Barack Obama branded the original military trials an enormous failure
President Barack Obama has announced he is to revive military trials for some detainees at Guantanamo Bay.
However, in a statement he said legal rights for those facing the military commissions would be improved.
Mr Obama had halted the trials as one of his first acts on taking office in January, saying the US was entering a new era of respecting human rights.
The decision to revive the military trials has brought harsh criticism from some US civil liberties groups.
There are currently 240 detainees still at the US base in Guantanamo Bay, Cuba.
On the campaign trail last year, Mr Obama had branded the military commissions "an enormous failure".
However, analysts say that although Mr Obama has condemned the Military Commissions Act, set up by his predecessor George W Bush, he has never ruled out revamping it.
In the statement issued on Friday, the US president said military commissions were appropriate for trying enemies who violate the laws of war, provided that they are properly structured and administered.
But he said he had opposed the tribunals used by the Bush administration because they had failed to establish a legitimate legal framework and undermined swift and certain justice.
The improved rights for detainees include restrictions on hearsay evidence; a ban on evidence obtained by cruel treatment; giving detainees more leeway to choose their own lawyers; and protecting detainees who refuse to testify, the statement said.
Mr Obama said he is seeking more time so that the new procedures can be implemented.
"These reforms will begin to restore the commissions as a legitimate forum for prosecution, while bringing them in line with the rule of law," Mr Obama said.
"This is the best way to protect our country, while upholding our deeply held values."
Earlier, as White House aides released details of Mr Obama's impending statement, rights groups reacted with dismay.
Zachary Katznelson of Reprieve, which represents a number of Guantanamo Bay detainees, told the BBC that the president was making a "fundamental mistake".
"He is taking a gravely, truly flawed system, tinkering at the edges and hoping that the world is somehow going to see this as legitimate, as open, as fair - it's not going to happen," he said.
"There is no way that these trials should be rehabilitated.

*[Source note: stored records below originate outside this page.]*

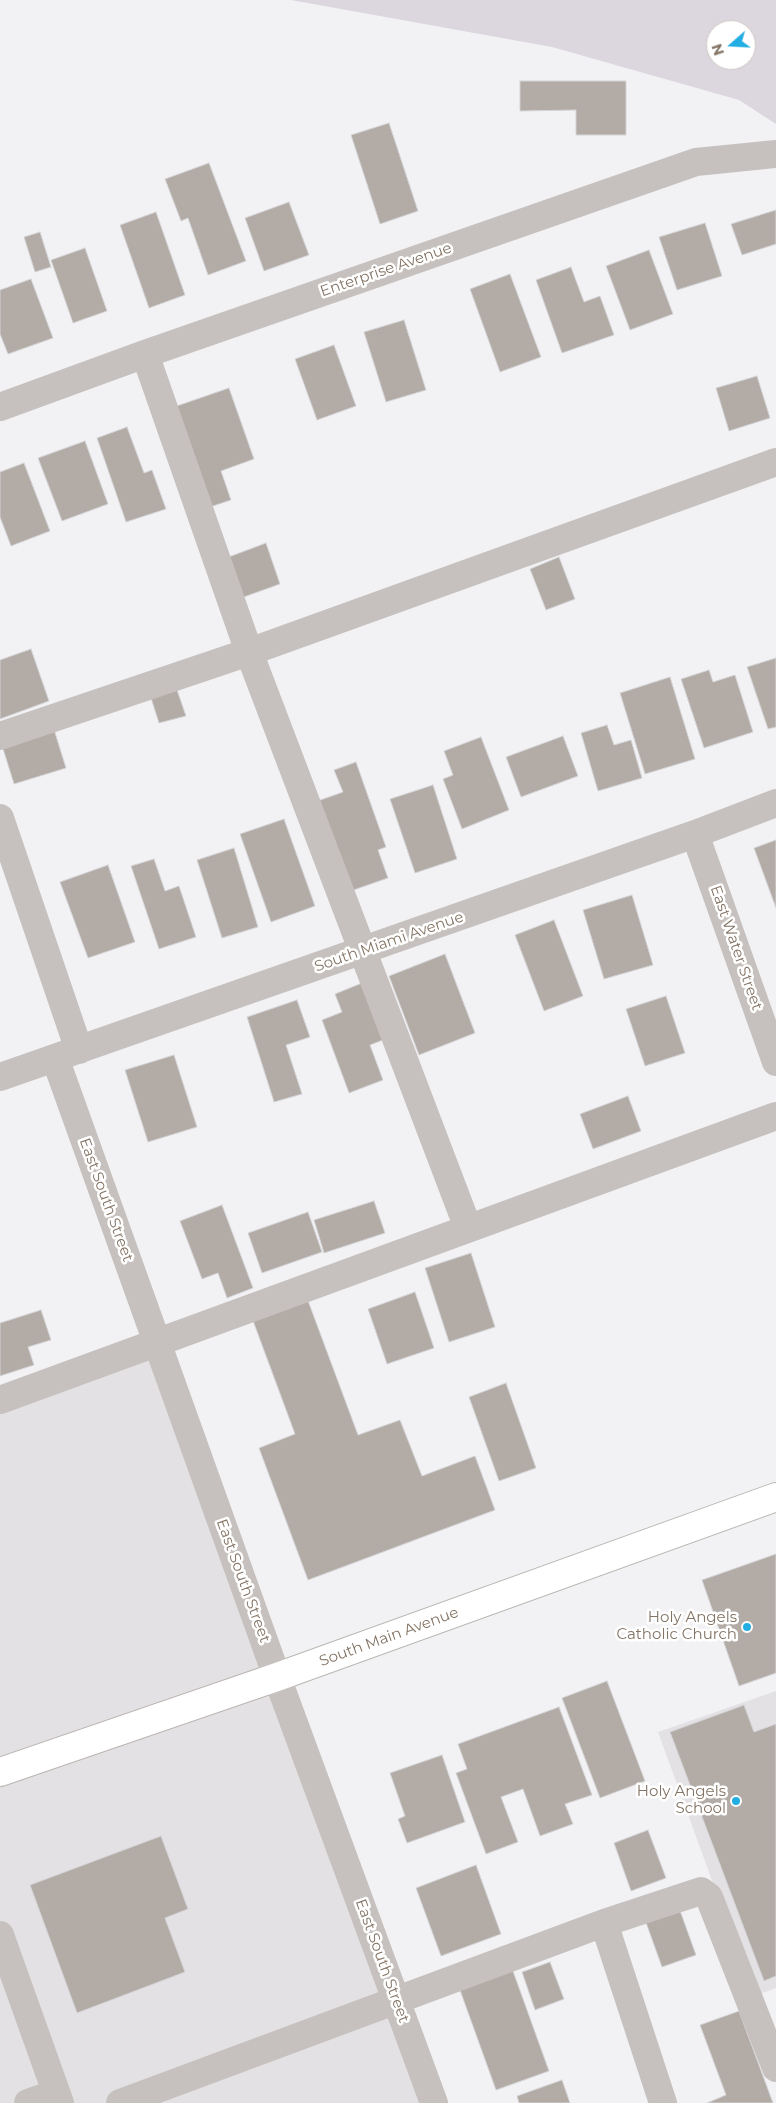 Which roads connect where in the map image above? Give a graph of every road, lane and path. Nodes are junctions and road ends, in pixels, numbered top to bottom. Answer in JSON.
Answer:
{"nodes":[{"id":1,"x":776,"y":154,"type":"edge"},
{"id":2,"x":145,"y":354,"type":"junction"},
{"id":3,"x":0,"y":407,"type":"edge"},
{"id":4,"x":776,"y":462,"type":"edge"},
{"id":5,"x":249,"y":652,"type":"junction"},
{"id":6,"x":0,"y":736,"type":"edge"},
{"id":7,"x":776,"y":803,"type":"edge"},
{"id":8,"x":0,"y":818,"type":"edge"},
{"id":9,"x":695,"y":834,"type":"junction"},
{"id":10,"x":362,"y":951,"type":"junction"},
{"id":11,"x":67,"y":1054,"type":"junction"},
{"id":12,"x":776,"y":1062,"type":"edge"},
{"id":13,"x":0,"y":1077,"type":"edge"},
{"id":14,"x":776,"y":1116,"type":"edge"},
{"id":15,"x":468,"y":1228,"type":"junction"},
{"id":16,"x":156,"y":1342,"type":"junction"},
{"id":17,"x":0,"y":1400,"type":"edge"},
{"id":18,"x":776,"y":1497,"type":"edge"},
{"id":19,"x":278,"y":1677,"type":"junction"},
{"id":20,"x":0,"y":1772,"type":"edge"},
{"id":21,"x":604,"y":1923,"type":"junction"},
{"id":22,"x":0,"y":1935,"type":"edge"},
{"id":23,"x":396,"y":1999,"type":"junction"},
{"id":24,"x":776,"y":2068,"type":"edge"},
{"id":25,"x":58,"y":2098,"type":"edge"},
{"id":26,"x":28,"y":2103,"type":"edge"},
{"id":27,"x":120,"y":2103,"type":"edge"},
{"id":28,"x":434,"y":2103,"type":"edge"},
{"id":29,"x":663,"y":2103,"type":"edge"}],
"edges":[{"from":1,"to":2,"type":"street","name":"Enterprise Avenue"},
{"from":2,"to":3,"type":"street","name":"Enterprise Avenue"},
{"from":2,"to":5,"type":"street"},
{"from":4,"to":5,"type":"street"},
{"from":5,"to":6,"type":"street"},
{"from":5,"to":10,"type":"street"},
{"from":7,"to":9,"type":"street","name":"South Miami Avenue"},
{"from":8,"to":11,"type":"street","name":"East South Street"},
{"from":9,"to":10,"type":"street","name":"South Miami Avenue"},
{"from":9,"to":12,"type":"street","name":"East Water Street"},
{"from":10,"to":11,"type":"street","name":"South Miami Avenue"},
{"from":10,"to":15,"type":"street"},
{"from":11,"to":13,"type":"street","name":"South Miami Avenue"},
{"from":11,"to":16,"type":"street","name":"East South Street"},
{"from":14,"to":15,"type":"street"},
{"from":15,"to":16,"type":"street"},
{"from":16,"to":17,"type":"street"},
{"from":16,"to":19,"type":"street","name":"East South Street"},
{"from":18,"to":19,"type":"main road","name":"South Main Avenue"},
{"from":19,"to":20,"type":"main road","name":"South Main Avenue"},
{"from":19,"to":23,"type":"street","name":"East South Street"},
{"from":21,"to":23,"type":"street"},
{"from":21,"to":24,"type":"street"},
{"from":21,"to":29,"type":"street"},
{"from":22,"to":25,"type":"street"},
{"from":23,"to":27,"type":"street"},
{"from":23,"to":28,"type":"street","name":"East South Street"},
{"from":25,"to":26,"type":"street"}]} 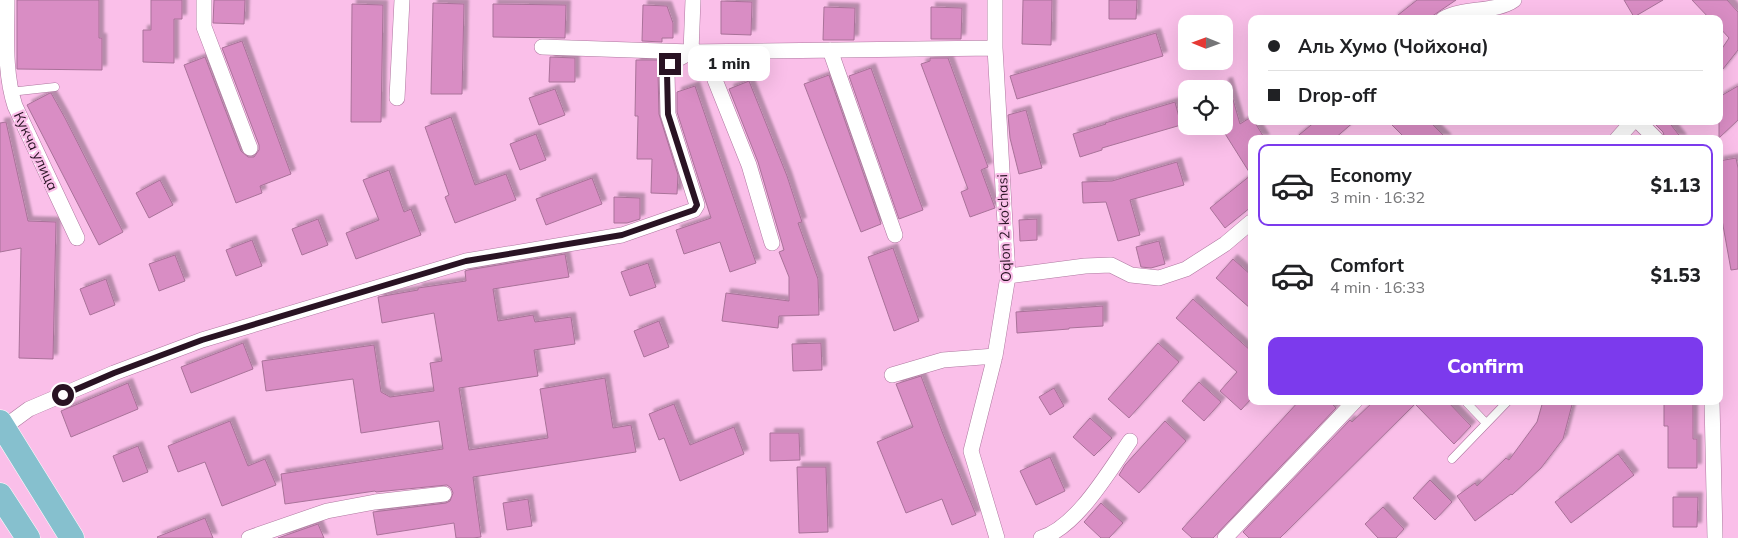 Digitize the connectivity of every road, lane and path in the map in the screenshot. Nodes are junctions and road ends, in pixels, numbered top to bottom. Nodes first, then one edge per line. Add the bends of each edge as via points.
1 (7, 0) edge
2 (204, 0) edge
3 (402, 0) edge
4 (693, 0) edge
5 (996, 0) edge
6 (1514, 0) edge
7 (1456, 15) edge
8 (542, 47) dead end
9 (995, 48) junction
10 (830, 50) junction
11 (691, 52) junction
12 (715, 52) junction
13 (55, 88) dead end
14 (10, 92) junction
15 (397, 98) dead end
16 (1629, 125) edge
17 (1642, 125) edge
18 (1621, 135) edge
19 (1652, 135) edge
20 (250, 148) dead end
21 (1248, 225) edge
22 (895, 235) dead end
23 (77, 238) dead end
24 (772, 242) dead end
25 (1008, 276) junction
26 (995, 356) junction
27 (892, 375) dead end
28 (1351, 405) edge
29 (1468, 405) edge
30 (1504, 405) edge
31 (1712, 405) edge
32 (1486, 423) junction
33 (2, 425) edge
34 (1130, 441) dead end
35 (1452, 459) dead end
36 (444, 494) dead end
37 (0, 495) edge
38 (28, 538) edge
39 (72, 538) edge
40 (249, 538) edge
41 (997, 538) edge
42 (1041, 538) edge
43 (1225, 538) edge
44 (1716, 538) edge

1 - 14 street, Кукча улица via 6,62
2 - 20 street via 204,27
3 - 15 street
4 - 11 street
5 - 9 street, Oqlon 2-ko‘chasi
6 - 7 street via 1507,5
8 - 11 street
9 - 10 street
9 - 25 street, Oqlon 2-ko‘chasi
10 - 12 street
10 - 22 street
11 - 12 street
11 - 33 street via 667,68 668,114 697,208 622,235 466,261 202,340 29,409
12 - 24 street via 714,80 749,165
13 - 14 lane
14 - 23 street, Кукча улица
16 - 18 street
17 - 19 street
21 - 25 street via 1186,269 1159,278 1131,275 1111,265
25 - 26 street, Oqlon 2-ko‘chasi
26 - 27 street via 943,360
26 - 41 street, Oqlon 2-ko‘chasi via 971,451
28 - 43 street
29 - 32 lane
30 - 32 lane
31 - 44 street
32 - 35 lane
33 - 39 main road
34 - 42 street via 1084,507 1050,536
36 - 40 street via 327,511
37 - 38 main road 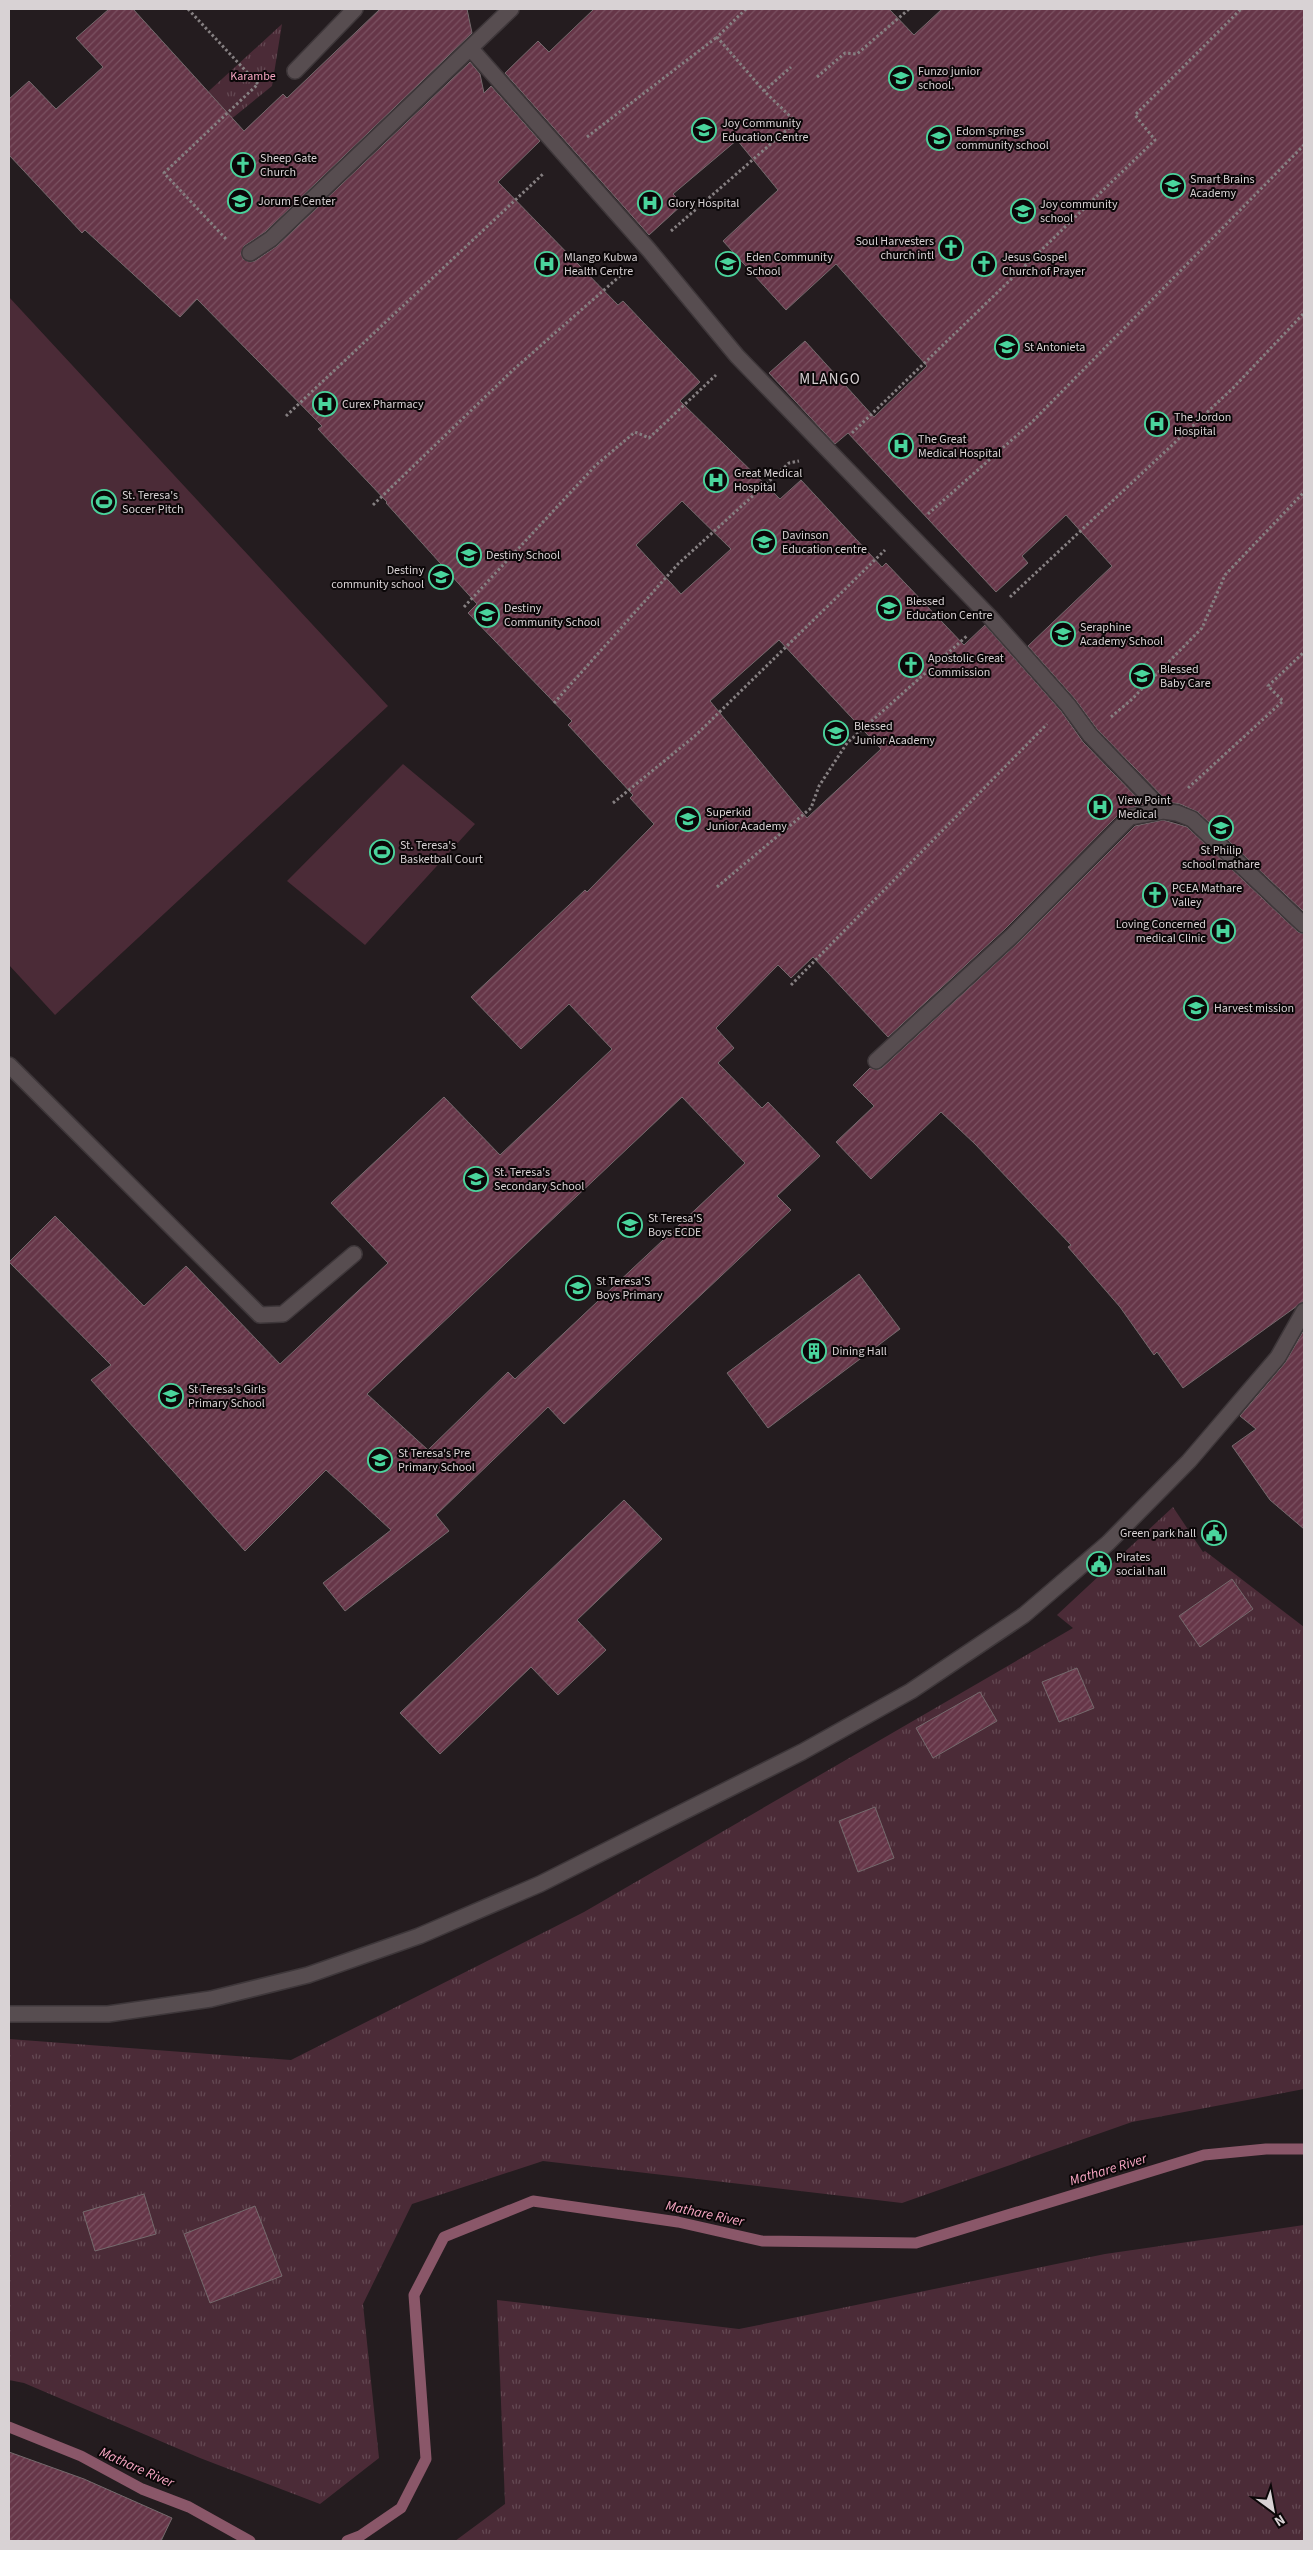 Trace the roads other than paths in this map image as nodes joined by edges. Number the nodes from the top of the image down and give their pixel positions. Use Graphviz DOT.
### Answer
graph roads {
  1 [pos="355,9"];
  2 [pos="512,9"];
  3 [pos="470,49"];
  4 [pos="295,71"];
  5 [pos="250,253"];
  6 [pos="1163,811"];
  7 [pos="1304,925"];
  8 [pos="876,1061"];
  9 [pos="9,1065"];
  10 [pos="354,1254"];
  11 [pos="1304,1311"];
  12 [pos="9,2014"];
  1 -- 4 [label="street"];
  2 -- 3 [label="street"];
  3 -- 5 [label="street"];
  3 -- 6 [label="street"];
  6 -- 7 [label="street"];
  6 -- 8 [label="street"];
  9 -- 10 [label="street"];
  11 -- 12 [label="street"];
}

We should move people to the civilian courts. It's tried, it's tested, it works."
The BBC's James Coomerasamy, in Washington, says that although some are disappointed, for others it is further evidence of Mr Obama's pragmatic style of leadership, one that recognises the need to balance the change he has promised with the reality he has inherited.
Shortly before Mr Obama's announcement, US officials said that Algerian detainee Lakhdar Boumediene had left Guantanamo Bay for France.
Mr Boumediene was arrested in Bosnia in 2001 and was held for seven years. He was cleared of any wrongdoing in November.